'Leading the Transformation' by Gary Gruver
'Leading the Transformation' by Gary Gruver

A practical guide for executives on how to apply Agile and DevOps principles to large organizations. This book is based on real-world experience at HP and it doesn’t try to sugar coat how difficult such a transformation really is. They tell you up front that it took them 3 years, which is the right time scale for thinking about these issues. That’s because it’s not just about tossing in a few new technologies or techniques; it’s about changing how people think, the goals of the organization, and the company’s entire culture. It’s a slow and painful process, but one that’s well-worth doing.

Here are some of the new ideas and lessons I got from this book:

  • Don’t try to “do Agile” or “do DevOps”. These are techniques for accomplishing a goal and not goals in and of themselves. The goals you should focus on are the ones that are important to your business, such as increasing productivity, releasing code more often, increasing the stability of code in production, and so on. Once you have these goals in mind, you can then pick tools from Agile or DevOps to accomplish those goals. But don’t forget that these are just tools, and that your ultimate end goals are something else.

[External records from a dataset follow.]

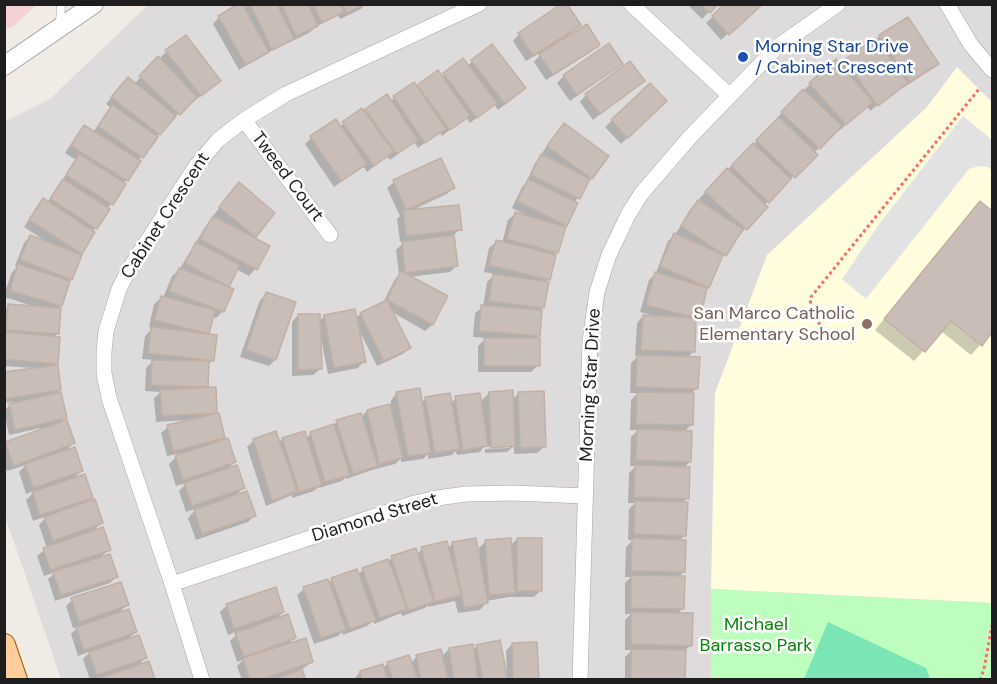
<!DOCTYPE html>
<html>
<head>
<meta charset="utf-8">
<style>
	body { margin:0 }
	#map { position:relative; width:997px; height:684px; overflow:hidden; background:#f0ebe4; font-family:"DM Sans",sans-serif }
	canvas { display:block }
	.frame { position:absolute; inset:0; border:6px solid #1e1e1e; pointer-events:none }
</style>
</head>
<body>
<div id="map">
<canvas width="997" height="684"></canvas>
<div class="frame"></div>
</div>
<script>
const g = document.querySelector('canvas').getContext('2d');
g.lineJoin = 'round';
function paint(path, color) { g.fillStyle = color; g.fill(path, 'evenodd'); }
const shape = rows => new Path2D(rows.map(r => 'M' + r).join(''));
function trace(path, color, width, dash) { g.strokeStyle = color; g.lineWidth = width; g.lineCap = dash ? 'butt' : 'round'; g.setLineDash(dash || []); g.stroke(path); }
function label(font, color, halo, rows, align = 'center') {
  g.font = font + ' "DM Sans",sans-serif'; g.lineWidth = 5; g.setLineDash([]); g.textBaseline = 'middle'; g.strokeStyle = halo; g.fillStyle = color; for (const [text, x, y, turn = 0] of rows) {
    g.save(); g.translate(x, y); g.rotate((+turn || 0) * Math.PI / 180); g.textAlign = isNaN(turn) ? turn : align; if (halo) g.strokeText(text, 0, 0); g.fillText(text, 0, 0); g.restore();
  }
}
paint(shape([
	[148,5,992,5,992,679,61,679,5,516,4,122,50,99]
]), '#dddbdb');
paint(shape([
	[4,5,5,4,36,5,15,25,5,30]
]), '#f2d2d3');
paint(shape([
	[957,67,992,102,992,603,711,589,715,393,767,255,927,107]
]), '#fffdde');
paint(shape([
	[711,589,992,603,992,679,711,679]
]), '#bdfebe');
paint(shape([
	[828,622,926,668,930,679,804,679]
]), '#7be5b5');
paint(shape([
	[963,116,992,140,992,171,988,167,979,166,969,169,866,299,842,279,880,223]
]), '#e2e2e2');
paint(shape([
	[248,4,365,4,361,9,340,19,338,15,315,27,309,33,265,54,239,70,213,24,219,17,243,9],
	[687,4,716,4,702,19],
	[727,4,761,4,721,40,706,23],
	[579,25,567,37,598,45,592,51,546,80,534,62,544,50,526,61,513,41,519,34],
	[880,36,937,64,930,70,903,88,902,86,870,111,867,106,839,131,837,129,814,153,815,155,764,205,766,207,745,229,739,236,738,234,718,261,706,287,698,318,695,322,693,352,687,358,697,388,690,395,692,424,684,432,690,462,683,468,687,498,682,504,685,535,679,541,684,572,678,577,683,608,677,614,691,645,684,651,684,680,625,680,625,657,632,650,625,650,625,620,631,614,625,614,625,583,631,577,625,577,626,547,633,540,628,540,629,509,635,503,628,503,629,473,636,466,630,466,631,437,638,430,630,430,631,400,638,393,630,393,631,363,638,356,635,356,637,323,643,316,656,317,656,316,640,312,649,280,656,273,668,241,675,235,691,208,698,202,703,205,705,204,699,199,720,177,777,121,776,119,810,84,840,66],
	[491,46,518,94,498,110,494,104,470,123,466,117,442,136,440,132,418,148,414,142,390,160,387,156,367,172,363,166,334,187,305,144,311,138,339,127,366,110,390,102,394,98,418,86,467,66],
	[166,52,212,87,193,102,192,100,172,120,171,119,138,161,78,255,61,306,57,309,58,333,53,338,56,363,53,367,60,390,54,395,65,418,59,424,74,443,64,452,82,470,72,480,91,497,84,505,101,523,92,532,109,549,100,558,116,577,110,583,55,601,48,579,56,572,44,576,37,556,47,548,39,525,47,516,33,521,26,500,36,490,26,494,19,472,26,465,7,471,4,464,6,443,42,430,41,428,9,435,4,411,13,402,4,403,4,373,33,368,4,366,4,310,9,305,33,306,4,297,4,295,12,272,17,267,15,266,24,243,30,236,44,242,44,240,24,227,37,207,43,200,47,203,76,160,65,153,78,133,84,127,93,132,111,108,106,104,121,85,134,84],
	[621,63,570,101,557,83,564,76],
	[643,81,593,120,580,102,586,95],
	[650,85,665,101,621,144,605,127],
	[558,131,591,178,574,203,563,228,548,279,545,283,542,307,539,311,539,335,534,340,538,365,531,372,478,372,478,346,486,338,473,337,475,313,483,307,487,282,495,274,484,272,489,248,496,242,502,243,508,220,515,214,524,216,524,214,512,208,522,187,526,183,535,163,543,154,542,153],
	[394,182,454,187,447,194,410,211,460,229,453,236,457,265,450,272,409,277,446,297,432,325,425,331,392,312,410,347,403,354,377,366,359,330,364,361,358,368,328,374,321,338,320,369,313,375,292,376,292,322,298,315,319,322,324,316,355,319,360,314,383,303,395,279,399,275,396,250,405,241,400,242,397,219,400,216,387,188],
	[232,191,255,236,252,239,255,269,249,276,236,269,226,288,223,311,216,318,212,316,207,336,213,360,207,366,206,389,216,413,212,416,223,438,218,443,235,462,225,471,243,488,234,498,254,516,248,522,196,540,188,518,197,508,186,512,179,491,188,482,176,486,169,464,175,458,183,455,182,453,167,456,161,433,168,427,188,420,156,422,154,398,161,392,145,391,146,368,154,360,142,359,145,336,153,328,149,327,154,304,161,298,163,298,172,276,179,270,207,224],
	[980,203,992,213,992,338,989,335,971,355,941,331,914,361,875,330],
	[266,294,275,360,269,366,240,357,260,300],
	[397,393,421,403,426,399,451,403,456,398,480,402,489,393,512,400,519,393,544,447,537,453,514,454,514,446,507,452,485,453,485,449,509,448,509,445,484,447,480,452,457,455,456,451,452,455,428,459,428,454,423,459,401,462,401,458,395,464,372,470,346,479,346,477,342,481,319,488,318,487,314,491,292,498,292,495,266,506,247,447,254,440,278,443,282,439,304,433,306,439,311,433,332,426,337,422,361,417,367,411,391,405,391,400],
	[517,539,540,591,534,597,509,597,486,601,486,603,480,610,458,613,455,601,428,607,428,605,425,608,402,616,401,613,374,624,373,621,367,626,343,635,342,632,338,636,314,644,297,595,304,589,328,583,332,580,357,575,363,570,388,562,392,557,417,554,422,549,448,548,453,543,478,555,480,555,479,548,486,541,510,546],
	[72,600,127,605,118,614,136,632,127,640,145,658,136,668,99,680,101,677,90,680,83,659,91,651,78,656,71,634,79,626,73,628,66,606],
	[227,605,283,612,273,622,295,638,286,646,312,662,301,670,304,680,242,680,237,666,243,660,237,662,230,641,241,630,228,635,220,612],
	[512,644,538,680,349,680,355,678,360,672,383,668,388,663,411,663,417,656,441,657,449,649,472,651,477,646,507,672,506,651]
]), '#0003');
const building = shape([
	[238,4,242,4,269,52,246,65,218,16,238,4],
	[250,4,277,4,294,39,272,50,250,4],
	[281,4,308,4,318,26,296,36,281,4],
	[313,4,340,4,344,12,322,23,313,4],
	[343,4,365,4,347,13,343,4],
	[561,4,567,4,581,25,533,56,518,33,561,4],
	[700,4,718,4,710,13,700,4],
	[724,4,763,4,729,35,712,16,724,4],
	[908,17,939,64,910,82,879,35,908,17],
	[587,24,600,45,553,75,539,54,587,24],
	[186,35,221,81,201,96,165,50,186,35],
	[875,38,908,83,878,106,844,60,875,38],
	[609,43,623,64,577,95,563,75,609,43],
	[492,44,526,88,505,104,471,60,492,44],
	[158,56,197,97,180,115,139,76,158,56],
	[463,58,497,103,477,118,443,73,463,58],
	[836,59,873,102,846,125,809,83,836,59],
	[630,61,645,81,600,114,585,94,630,61],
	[438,70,470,116,450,130,417,85,438,70],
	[128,77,176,116,160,135,111,97,128,77],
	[414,82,446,129,425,143,393,96,414,82],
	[650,83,667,101,628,138,611,120,650,83],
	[803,89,842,126,820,149,781,112,803,89],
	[387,94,418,140,397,154,365,109,387,94],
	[112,105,158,137,143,158,98,126,112,105],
	[362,108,394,152,374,166,342,122,362,108],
	[779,117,818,155,795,178,756,140,779,117],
	[336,119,367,164,341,181,310,136,336,119],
	[564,123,609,156,592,179,547,146,564,123],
	[84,125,141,161,128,181,71,146,84,125],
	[753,143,791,179,769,203,731,166,753,143],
	[79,154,126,184,113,205,66,175,79,154],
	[541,154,590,179,580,199,531,175,541,154],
	[441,158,455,188,406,210,393,180,441,158],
	[727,168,768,207,747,230,705,192,727,168],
	[63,179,110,209,97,229,50,199,63,179],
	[528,179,578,203,567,226,517,201,528,179],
	[239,182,275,213,256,237,219,207,239,182],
	[43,198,95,232,82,254,29,220,43,198],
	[698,200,743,229,726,256,681,226,698,200],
	[980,201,992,211,992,332,982,346,951,321,925,352,884,319,980,201],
	[459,205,462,230,406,236,403,210,459,205],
	[515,212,566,227,558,253,507,239,515,212],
	[213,216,270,246,257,270,200,239,213,216],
	[674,233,723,255,709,288,660,266,674,233],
	[30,235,82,255,72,280,20,260,30,235],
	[454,235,458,266,405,273,402,242,454,235],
	[496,240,556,255,550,280,489,265,496,240],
	[196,242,240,265,229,287,185,263,196,242],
	[18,264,70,281,62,306,10,291,18,264],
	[179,268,234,289,224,312,169,291,179,268],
	[401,271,448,296,433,325,387,300,401,271],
	[655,272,707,288,700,319,646,305,655,272],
	[493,274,549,282,544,308,489,301,493,274],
	[266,292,296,302,276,360,246,350,266,292],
	[161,296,215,310,209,334,154,320,161,296],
	[387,300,411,348,384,361,360,313,387,300],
	[8,304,61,308,59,334,6,330,8,304],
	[481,305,542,310,540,336,479,331,481,305],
	[355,309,366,362,334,368,324,315,355,309],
	[298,314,320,314,322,369,298,370,298,314],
	[643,315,696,318,695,352,641,350,643,315],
	[151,327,217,335,214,361,148,353,151,327],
	[4,332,60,337,58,364,4,359,4,332],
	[484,338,540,338,540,366,484,366,484,338],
	[637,355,700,357,698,389,636,387,637,355],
	[152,360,209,361,208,387,151,385,152,360],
	[58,365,61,390,4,399,4,372,58,365],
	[216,387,217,413,162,416,160,390,216,387],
	[420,388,431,453,408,456,396,392,420,388],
	[513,390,515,446,491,448,489,392,513,390],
	[544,391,546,447,520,448,518,392,544,391],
	[61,392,67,418,15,430,9,404,61,392],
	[637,392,694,393,693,425,636,424,637,392],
	[450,393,460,449,435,453,425,397,450,393],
	[480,393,488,446,463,450,455,396,480,393],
	[390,404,403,458,379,464,367,410,390,404],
	[219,413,225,438,173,451,167,425,219,413],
	[361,413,378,466,353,474,336,420,361,413],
	[67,420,75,443,14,466,5,442,67,420],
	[334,424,350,475,325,482,310,432,334,424],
	[637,429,692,431,691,462,636,460,637,429],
	[276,431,297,491,272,501,253,439,276,431],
	[305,431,322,485,299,492,282,438,305,431],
	[228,438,236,462,183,480,175,456,228,438],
	[75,447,83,471,33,488,25,464,75,447],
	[237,465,245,488,192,506,184,483,237,465],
	[635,465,690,467,689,499,634,497,635,465],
	[85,474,93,498,40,515,32,492,85,474],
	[247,491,256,516,202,534,194,510,247,491],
	[95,499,103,523,53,541,44,517,95,499],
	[635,501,688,502,686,536,634,534,635,501],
	[103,527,111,550,50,570,43,548,103,527],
	[476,538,488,603,464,608,452,542,476,538],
	[511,538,515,593,489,595,485,540,511,538],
	[517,538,542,538,542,591,517,591,517,538],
	[632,538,686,540,685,572,631,571,632,538],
	[447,541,461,595,435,602,421,547,447,541],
	[416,548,434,602,408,610,391,556,416,548],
	[110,554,118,577,61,595,53,572,110,554],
	[388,559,407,609,380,618,362,568,388,559],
	[357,569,376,620,350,629,331,578,357,569],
	[631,575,685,576,684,609,631,608,631,575],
	[328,579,346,630,321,638,303,587,328,579],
	[121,582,129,605,79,622,71,598,121,582],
	[276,587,284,612,234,629,226,604,276,587],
	[129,609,137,632,84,650,76,627,129,609],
	[631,612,693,613,692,646,631,644,631,612],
	[288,614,296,638,244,657,235,633,288,614],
	[139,635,147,658,97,675,89,652,139,635],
	[306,638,313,662,260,680,250,680,243,658,306,638],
	[500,640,508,680,483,680,476,645,500,640],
	[537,642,539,680,513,680,512,643,537,642],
	[473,644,478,680,454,680,449,648,473,644],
	[441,649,448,680,421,680,416,655,441,649],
	[631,649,686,650,685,680,631,680,631,649],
	[409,655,418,680,393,680,387,662,409,655],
	[149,661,155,680,97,680,97,679,149,661],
	[383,664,388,680,362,680,360,671,383,664],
	[302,669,306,680,272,680,302,669]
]);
paint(building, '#c8bdb7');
trace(building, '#c3b0a5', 1.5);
const service = shape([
	[60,24,61,4]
]);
const minor = shape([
	[631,4,729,95],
	[947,4,971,45,992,70],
	[244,120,330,235],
	[172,584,411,504,437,498,466,494,513,493,585,496],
	[202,680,172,584,109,398,104,373,104,352,106,331,119,289,129,269,196,166,218,140,244,120,286,94,479,4],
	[580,680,590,341,597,292,609,255,628,215,641,194,690,137,777,47,838,4]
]);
const tertiary = shape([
	[4,66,94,4]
]);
const primary = shape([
	[4,645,16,680]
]);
trace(service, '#a5a5a5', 9);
trace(minor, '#a5a5a5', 16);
trace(tertiary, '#a5a5a5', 20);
trace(primary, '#995c00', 24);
trace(shape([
	[824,329,813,316,810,306,811,297,979,89],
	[980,680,984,669,992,625]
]), '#ff6b66', 3, [3, 3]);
trace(service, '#fff', 8);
trace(minor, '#fff', 15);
trace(tertiary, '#fff', 18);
trace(primary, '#ffcc9a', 22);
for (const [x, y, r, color] of [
	[743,57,6,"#1a4fb4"],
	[867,324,6,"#8d6e63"]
]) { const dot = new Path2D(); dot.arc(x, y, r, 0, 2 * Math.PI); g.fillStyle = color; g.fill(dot); trace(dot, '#fff', 2); }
label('18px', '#164399', '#fff', [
	["Morning Star Drive",755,47],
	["/ Cabinet Crescent",755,68]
], 'left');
label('18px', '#1e1e1e', '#fff', [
	["Tweed Court",287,177,53],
	["Cabinet Crescent",166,216,-57],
	["Morning Star Drive",591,385,-87],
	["Diamond Street",375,518,-17]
]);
label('18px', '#785e54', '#fff', [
	["San Marco Catholic",855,314],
	["Elementary School",855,335]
], 'right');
label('18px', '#038605', '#fff', [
	["Michael",756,625],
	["Barrasso Park",756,646]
]);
</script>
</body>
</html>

  • Even once you’ve picked certain “tools” from Agile or DevOps, don’t try to do everything all at once. For example, if you try to do continuous integration, continuous delivery, automated testing, trunk-based development, and 20 other DevOps techniques at the same time, then the project will become too large. Large projects require approval for large budgets; they require trying to prove that the project is a higher priority than other initiatives; they require going a long time without seeing any results or ROI; and most importantly, research has shown consistently that the larger the project, the more likely it is to fail. Instead, identify a small, incremental aspect of Agile or DevOps that will allow you to see improvements quickly. Implement just that aspect, which you can typically do with minimal approval, and allow everyone to see the impact it has. Then repeat the process again and again, each time biting off small chunks that each show an improvement.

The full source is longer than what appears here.